A court transcript, obtained as part of this exclusive CBS 3 I-Team Investigation, reveals no one, including the judge, raised an question during the January 8th hearing about why Onofrio was there. Instead, the hearing went forward, Marini pleading guilty, his driver’s license suspended for 7 months, paying a fine, and walking free.

“He committed a crime,” Onofrio told Hunter. “He should be in jail.”

But the judge, without hearing a word from the victim, disagreed, although he did call Marini’s driving record – 8 suspensions, 28 violations, 4 for careless driving, and 4 for speeding, “abominable”.

“There’s been no justice to date, we’re fighting for justice, but no justice to date,”explained Onofrio’s attorney Michael van der Veen.

And, Onofrio says, there’s been no explanation from court officials why, after she, her attorney and family, wrote and called numerous times, the hearing went on without her.

“I said, ‘why wasn’t I notified?’, she told me, it wasn’t the court’s obligation to notify me.”

The New Jersey Motor Vehicle Code does say that victims must notify the court in writing if they wish to attend and be kept informed on hearings.
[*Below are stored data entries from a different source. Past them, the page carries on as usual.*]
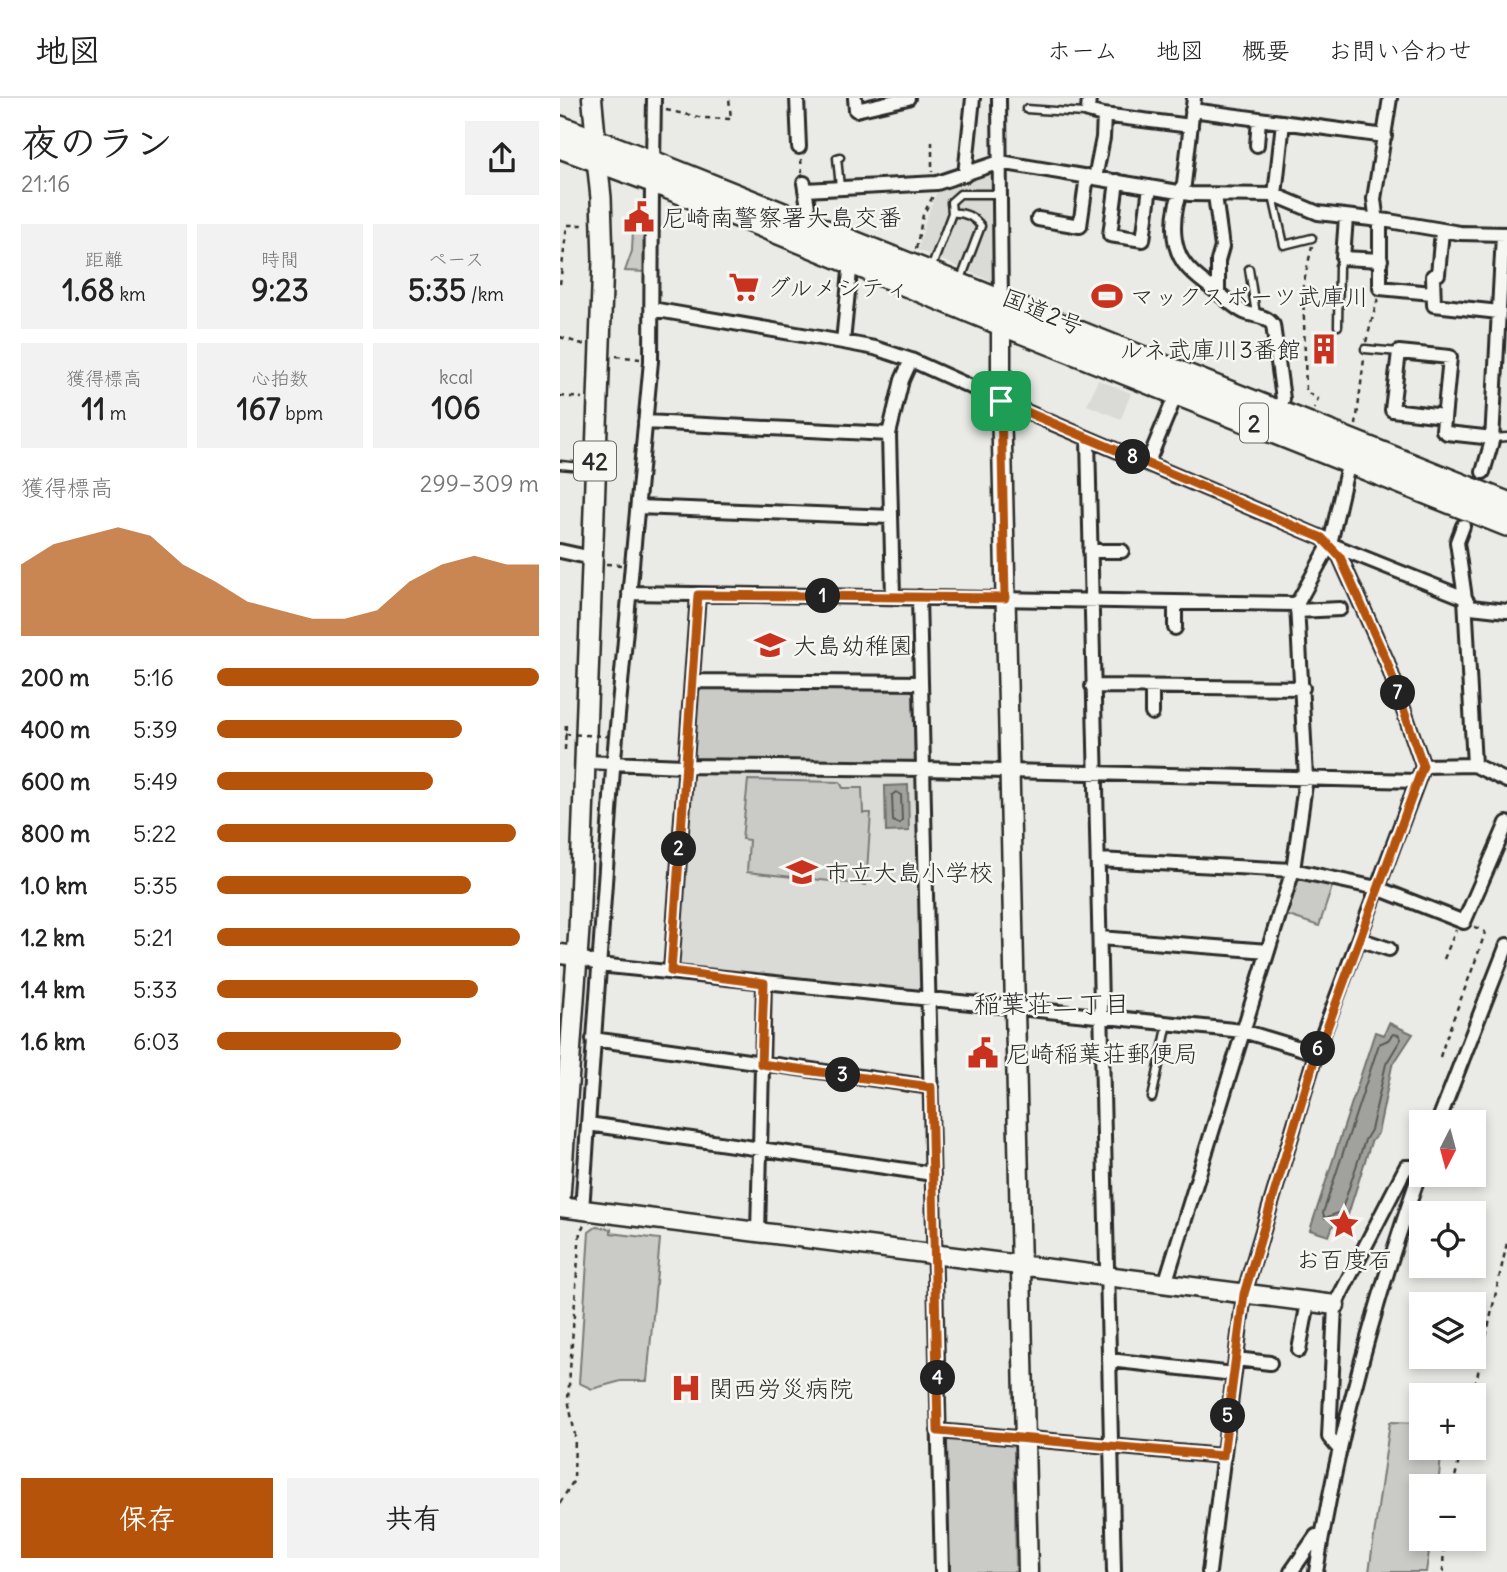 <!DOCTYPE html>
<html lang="ja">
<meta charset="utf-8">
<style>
body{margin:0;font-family:Delius,"Klee One",sans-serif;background:#f2f2f2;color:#222;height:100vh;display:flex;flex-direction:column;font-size:26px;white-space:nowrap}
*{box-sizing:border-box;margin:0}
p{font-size:23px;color:#767676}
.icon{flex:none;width:38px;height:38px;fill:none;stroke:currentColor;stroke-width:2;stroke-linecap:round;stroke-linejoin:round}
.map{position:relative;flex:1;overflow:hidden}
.sheet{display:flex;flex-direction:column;background:#fff;width:560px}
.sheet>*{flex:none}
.needle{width:46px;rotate:186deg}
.fabs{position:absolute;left:849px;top:1012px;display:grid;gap:14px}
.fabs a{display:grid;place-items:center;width:77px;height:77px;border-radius:0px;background:#fff;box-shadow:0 4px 10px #0003;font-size:35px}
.pin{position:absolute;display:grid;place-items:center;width:60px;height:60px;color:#fff;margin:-30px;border-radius:14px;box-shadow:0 4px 10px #0006}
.km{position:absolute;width:35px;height:35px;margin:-18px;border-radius:50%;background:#222;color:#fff;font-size:19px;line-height:35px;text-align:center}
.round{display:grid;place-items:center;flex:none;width:74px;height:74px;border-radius:0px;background:#f2f2f2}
.head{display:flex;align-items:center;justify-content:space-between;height:119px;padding:0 21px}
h1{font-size:38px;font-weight:700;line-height:52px}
.figures{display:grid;grid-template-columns:repeat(3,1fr);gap:10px;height:119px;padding:7px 21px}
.figures div{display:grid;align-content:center;border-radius:0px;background:#f2f2f2;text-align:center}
.figures b{font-size:30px;font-weight:700}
.figures small{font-size:19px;font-weight:400}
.figures p{font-size:19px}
.chart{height:196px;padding:14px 21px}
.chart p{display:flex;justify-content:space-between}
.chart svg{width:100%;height:126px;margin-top:7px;fill:#b45309;opacity:.7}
.cta{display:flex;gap:14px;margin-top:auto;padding:14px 21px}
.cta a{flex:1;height:80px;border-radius:0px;background:#b45309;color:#fff;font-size:28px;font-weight:700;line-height:80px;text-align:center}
.cta a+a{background:#f2f2f2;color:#222}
ul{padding:0 21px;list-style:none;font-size:23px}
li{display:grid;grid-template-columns:112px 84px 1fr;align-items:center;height:52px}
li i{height:18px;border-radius:9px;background:#b45309}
header{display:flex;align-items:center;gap:42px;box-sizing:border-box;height:98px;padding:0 35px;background:#fff;border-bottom:2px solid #e0e0e0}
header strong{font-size:33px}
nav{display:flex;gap:38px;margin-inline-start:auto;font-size:24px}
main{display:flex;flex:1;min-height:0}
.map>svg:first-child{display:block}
</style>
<header>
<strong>地図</strong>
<nav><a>ホーム</a><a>地図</a><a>概要</a><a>お問い合わせ</a></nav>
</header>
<main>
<section class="sheet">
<div class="head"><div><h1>夜のラン</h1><p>21:16</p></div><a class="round"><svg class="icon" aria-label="share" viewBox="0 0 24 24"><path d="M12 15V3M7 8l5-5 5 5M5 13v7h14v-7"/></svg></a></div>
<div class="figures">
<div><p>距離</p><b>1.68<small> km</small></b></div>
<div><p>時間</p><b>9:23</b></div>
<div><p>ペース</p><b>5:35<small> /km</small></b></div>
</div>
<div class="figures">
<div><p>獲得標高</p><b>11<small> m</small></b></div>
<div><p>心拍数</p><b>167<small> bpm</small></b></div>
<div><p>kcal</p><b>106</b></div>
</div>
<div class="chart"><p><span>獲得標高</span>299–309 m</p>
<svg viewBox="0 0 160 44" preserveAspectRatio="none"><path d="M0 44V19L10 12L20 9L30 6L40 9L50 19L60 25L70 32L80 35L90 38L100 38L110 35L120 25L130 19L140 16L150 19L160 19V44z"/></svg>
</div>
<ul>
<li><b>200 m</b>5:16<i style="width:100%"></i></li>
<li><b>400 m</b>5:39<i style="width:76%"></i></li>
<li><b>600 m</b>5:49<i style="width:67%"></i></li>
<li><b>800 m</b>5:22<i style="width:93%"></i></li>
<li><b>1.0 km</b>5:35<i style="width:79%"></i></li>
<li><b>1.2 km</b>5:21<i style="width:94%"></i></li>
<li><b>1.4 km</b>5:33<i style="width:81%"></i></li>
<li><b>1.6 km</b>6:03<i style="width:57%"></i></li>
</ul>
<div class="cta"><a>保存</a><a>共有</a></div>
</section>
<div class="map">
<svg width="947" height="1474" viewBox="0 0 947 1474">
<rect width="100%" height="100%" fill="#eaeae6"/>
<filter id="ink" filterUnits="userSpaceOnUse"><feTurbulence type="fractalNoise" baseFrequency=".0143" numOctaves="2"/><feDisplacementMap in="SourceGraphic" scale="14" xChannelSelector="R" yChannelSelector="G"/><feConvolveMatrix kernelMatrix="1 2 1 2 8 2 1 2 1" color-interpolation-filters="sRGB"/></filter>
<g filter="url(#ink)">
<path fill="#dadad6" d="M429,72l6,4v105l-6,1 -71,-30 8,-31 13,-32z
M538,282l33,13 -10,26 -34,-14z
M133,674l218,3 8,6 2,207 -8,4 -232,-24 -4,-5 13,-187z"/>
<path fill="#cacac7" stroke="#7a7a79" stroke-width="2" d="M73,132l12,1v41l-20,-1 7,-20z
M146,587l205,4 2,4 2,67 -4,5 -215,-2 -3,-4 5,-68z
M188,682l92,2 3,6h19l1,25h8l-5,72 -119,-13 2,-32 -7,-1z
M739,778l34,8 -14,42 -33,-11 10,-37z
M36,1129l15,2v4l49,6 -13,142h-26l-29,8 -13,-6 10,-151z
M830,1324l31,1v24h21l-4,39h-17v52h10l-5,34h-57z
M387,1340l63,6 4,3 2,125h-69l-3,-130z"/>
<path fill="#a1a19e" stroke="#727270" stroke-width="2" d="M348,687l1,46 -23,1 -1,-46z
M829,925l24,11 -21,32 -14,67 -7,9 -25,79 -11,-1 -6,16 -19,-6 65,-198 9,3z"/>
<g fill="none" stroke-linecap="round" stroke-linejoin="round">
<path stroke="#5a5a59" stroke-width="2" d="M336,694l5,3 1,26 -3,3 -6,-3 -1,-26z
M833,936l6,1 2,4 -15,25 -15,66 -6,10 -24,72 -16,6 -2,-5 56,-169 9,-4z"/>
<g stroke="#2b2b2b" stroke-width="11">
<path id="lane" d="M466,11l58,4 4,-2
M280,89l-3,-29 3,-1
M713,98l11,49 28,-7
M392,115l-1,-11 9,-8h40
M371,171l21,-56c12,-1 21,3 29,13l-20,53
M689,171l7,45
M778,228l1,-60 4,-8
M805,251l34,3
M933,340l14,-1
M0,367l33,3
M592,1000l16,-75"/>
</g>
<g stroke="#2b2b2b" stroke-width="18">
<path id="street" d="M237,0l2,49
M295,0l1,12 52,-12
M439,0l2,205
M529,0l-1,13 15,4 88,11
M634,0l-10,86c-12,25 -16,62 4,84 8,9 19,17 29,24 8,6 18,16 27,20 11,5 20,2 29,13l10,74 -5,14
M830,0l-16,101 2,16 4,10v63l52,5
M632,12l193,26
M697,47l2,-26
M93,65l1,-65
M405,77l8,-77
M535,80l8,-40 1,-23
M557,83l-7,54 33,5 7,-53
M245,92l132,-7 63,-21 190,32 85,1 43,18 71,8 71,12 47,1
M655,97l7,52 -4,14v31
M715,97l8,-73
M786,119l-3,41 38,2
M478,121l42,7 7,-50
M242,125l6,-16 -4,-24
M882,133l-4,43 -5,2 1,29 65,7
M92,211l191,33 32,6 36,12 127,57 284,121 8,6 135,54 6,9 36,4
M283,244l8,-81
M884,318l-52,-6 7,-58 51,5 -7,73 4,3 46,5
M85,324l244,12
M528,341l26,1133
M588,364l29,-70
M923,374l9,-31 11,-206
M78,409l253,10
M903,428l-6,16 8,56 9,167
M0,453l32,7
M530,453h32
M69,495l668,11
M333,498l-4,-162 13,-54 9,-20
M359,499l23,975
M615,504v26
M737,513l43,-2
M133,583l228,2
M532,588l211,2
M592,589v26
M25,664l99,4 240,3 493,12
M863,668l51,-1 33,16
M538,762l195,10 84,18 87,34 43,-99
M540,840l168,13
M799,841l30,10
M18,858l21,9 644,66 73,22
M111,873l27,-376
M33,941l338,48
M878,1024l69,-177
M28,1026l345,50
M22,1112l31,-441 38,-408 1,-181
M198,1135l6,-250
M605,1186l128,-414 13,-92 -9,-174 33,-60 19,-83
M739,1252l9,-48
M676,1261l34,4
M549,1262l125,14
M378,1333l285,25
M780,1352l-11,-13 6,-132 71,-138h15
M649,1474l35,-278 72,-241 107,-287 -36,-104 -47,-105 -10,-13
M731,1474l25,-36 6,1
M756,1474c22,-137 59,-271 105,-403"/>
</g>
<g stroke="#2b2b2b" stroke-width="23">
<path id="secondary" d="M32,0l4,43
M441,215v88l27,1171
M0,856l18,2
M0,1109l775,98"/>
</g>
<g stroke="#2b2b2b" stroke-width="24">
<path id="primary" d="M0,1099l19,-268 24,-669 -2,-62 -5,-49"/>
</g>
<g stroke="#2b2b2b" stroke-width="28">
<path id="highway" d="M0,30l93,35 854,341
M0,48l92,34 349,143 506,201"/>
</g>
<path stroke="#2b2b2b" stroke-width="2.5" stroke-dasharray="5 5" stroke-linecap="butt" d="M106,12l37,8 28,1 -2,-21
M372,43v31
M241,61l1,14
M752,148l-9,40 3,106 12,6 -4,11
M356,151l7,-34 10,-19
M0,186l7,-59h16
M0,239l25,8
M806,244l12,-44
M56,258l24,3
M0,298l22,2
M796,327l8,-66
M46,466l15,1
M5,652l1,-28
M884,861l12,-29
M880,959c13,-42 32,-82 45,-125l-12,-6
M913,1297l34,-152
M893,1388l9,-39
M0,1405l14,-23 1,-45 -7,-36 12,-169 4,-4
M883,1474l1,-34"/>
<use href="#lane" stroke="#f6f6f2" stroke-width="6"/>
<use href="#street" stroke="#f6f6f2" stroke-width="12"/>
<use href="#secondary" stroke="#f6f6f2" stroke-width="18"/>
<use href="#primary" stroke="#f6f6f2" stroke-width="19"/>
<use href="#highway" stroke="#f6f6f2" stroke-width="23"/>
<path stroke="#2b2b2b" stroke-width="2.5" stroke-dasharray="5 5" stroke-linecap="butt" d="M5,636l42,2"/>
</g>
</g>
<g fill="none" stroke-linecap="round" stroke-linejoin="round" filter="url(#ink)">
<g stroke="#fff" stroke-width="14">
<path id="route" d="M441,303l321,137 18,19 47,105 36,104 -97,265 -10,23 -72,240 -21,162 -285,-25 -7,-344 -170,-23 3,-81 -93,-12 27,-376 307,3z"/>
</g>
<use href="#route" stroke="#b45309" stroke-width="9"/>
</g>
<defs>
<g id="civic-bare" transform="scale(2.415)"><path d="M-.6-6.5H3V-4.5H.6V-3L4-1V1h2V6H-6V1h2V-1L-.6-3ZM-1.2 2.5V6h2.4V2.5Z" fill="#c8321e" stroke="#f6f6f2" stroke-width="2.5" paint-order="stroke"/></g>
<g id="supermarket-bare" transform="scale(2.415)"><path d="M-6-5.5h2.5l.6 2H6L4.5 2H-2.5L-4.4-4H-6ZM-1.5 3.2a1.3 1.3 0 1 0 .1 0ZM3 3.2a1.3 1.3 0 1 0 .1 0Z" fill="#c8321e" stroke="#f6f6f2" stroke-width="2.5" paint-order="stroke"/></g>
<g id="stadium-bare" transform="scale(2.415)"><path d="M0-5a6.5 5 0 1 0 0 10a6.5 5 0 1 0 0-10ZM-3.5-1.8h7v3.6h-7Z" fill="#c8321e" stroke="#f6f6f2" stroke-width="2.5" paint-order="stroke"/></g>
<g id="building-bare" transform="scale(2.415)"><path d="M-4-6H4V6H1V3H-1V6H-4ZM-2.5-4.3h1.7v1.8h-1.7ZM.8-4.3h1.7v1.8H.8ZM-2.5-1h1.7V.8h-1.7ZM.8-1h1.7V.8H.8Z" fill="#c8321e" stroke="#f6f6f2" stroke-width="2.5" paint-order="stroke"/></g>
<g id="school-bare" transform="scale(2.415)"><path d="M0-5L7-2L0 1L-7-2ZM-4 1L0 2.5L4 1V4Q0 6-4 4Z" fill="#c8321e" stroke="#f6f6f2" stroke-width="2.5" paint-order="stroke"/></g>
<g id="sight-bare" transform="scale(2.415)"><path d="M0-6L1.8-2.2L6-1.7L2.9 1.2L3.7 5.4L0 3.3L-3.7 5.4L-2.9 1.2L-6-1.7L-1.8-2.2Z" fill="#c8321e" stroke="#f6f6f2" stroke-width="2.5" paint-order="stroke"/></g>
<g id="hospital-bare" transform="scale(2.415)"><path d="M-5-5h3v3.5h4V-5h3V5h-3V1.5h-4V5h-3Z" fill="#c8321e" stroke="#f6f6f2" stroke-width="2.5" paint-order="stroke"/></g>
</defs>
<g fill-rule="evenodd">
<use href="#civic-bare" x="79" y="119"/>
<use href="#supermarket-bare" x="184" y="189"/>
<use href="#stadium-bare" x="547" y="198"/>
<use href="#building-bare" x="764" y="251"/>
<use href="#school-bare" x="210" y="547"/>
<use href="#school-bare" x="242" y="774"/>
<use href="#civic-bare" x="423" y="955"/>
<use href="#sight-bare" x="784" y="1126"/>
<use href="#hospital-bare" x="126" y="1290"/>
</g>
<g text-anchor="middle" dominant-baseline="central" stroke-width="5" stroke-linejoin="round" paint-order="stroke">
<g fill="#f6f6f2" stroke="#686867" stroke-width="2">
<rect x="680" y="305.5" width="28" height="39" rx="5"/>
<rect x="14" y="343.5" width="42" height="39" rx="5"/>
</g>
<g font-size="23" font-weight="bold" fill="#2b2b2b">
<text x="694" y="325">2</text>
<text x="35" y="363">42</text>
</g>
<g font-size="24" fill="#2b2b2b" stroke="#f6f6f2" text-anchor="start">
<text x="102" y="119">尼崎南警察署大島交番</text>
<text x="207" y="189">グルメシティ</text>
<text x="570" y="198">マックスポーツ武庫川</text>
<text x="741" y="251" text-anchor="end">ルネ武庫川3番館</text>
<text x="233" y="547">大島幼稚園</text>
<text x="265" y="774">市立大島小学校</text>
<text x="446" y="955">尼崎稲葉荘郵便局</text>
<text x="784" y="1161" text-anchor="middle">お百度石</text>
<text x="149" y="1290">関西労災病院</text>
</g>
<g font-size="24" fill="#2b2b2b" stroke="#f6f6f2">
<text transform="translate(483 213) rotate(22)">国道2号</text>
</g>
<g font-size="26" fill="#2b2b2b" stroke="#f6f6f2">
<text x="492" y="905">稲葉荘二丁目</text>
</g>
</g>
</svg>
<div class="fabs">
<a><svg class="needle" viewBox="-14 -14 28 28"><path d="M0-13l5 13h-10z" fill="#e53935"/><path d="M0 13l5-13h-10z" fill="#767676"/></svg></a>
<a><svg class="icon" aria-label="locate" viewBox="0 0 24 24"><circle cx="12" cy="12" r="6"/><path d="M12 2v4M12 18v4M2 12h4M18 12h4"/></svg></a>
<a><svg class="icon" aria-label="layers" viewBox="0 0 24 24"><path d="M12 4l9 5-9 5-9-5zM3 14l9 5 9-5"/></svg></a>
<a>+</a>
<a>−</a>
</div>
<div class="pin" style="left:441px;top:303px;background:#1e9e55"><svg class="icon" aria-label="arrive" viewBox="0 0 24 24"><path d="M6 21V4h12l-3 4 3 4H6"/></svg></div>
<b class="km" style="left:263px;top:498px">1</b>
<b class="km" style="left:119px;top:751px">2</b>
<b class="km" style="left:283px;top:977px">3</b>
<b class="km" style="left:378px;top:1280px">4</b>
<b class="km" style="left:668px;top:1318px">5</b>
<b class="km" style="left:758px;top:951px">6</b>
<b class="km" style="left:838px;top:595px">7</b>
<b class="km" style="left:573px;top:359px">8</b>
</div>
</main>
However, Onofrio and her attorney says they, in their words, “made pests” of themselves, inquiring frequently, but never being told about the January 8th hearing.

We tried to get answers from court officials, but there was no response. Marini’s attorney also declined comment. But the prosecutor has filed a motion to reopen the case, raising the possibility of a stiffer sentence and her voice at last being heard.

“It’s unfair, it’s just unfair,” Onofrio concluded with tears in her eyes.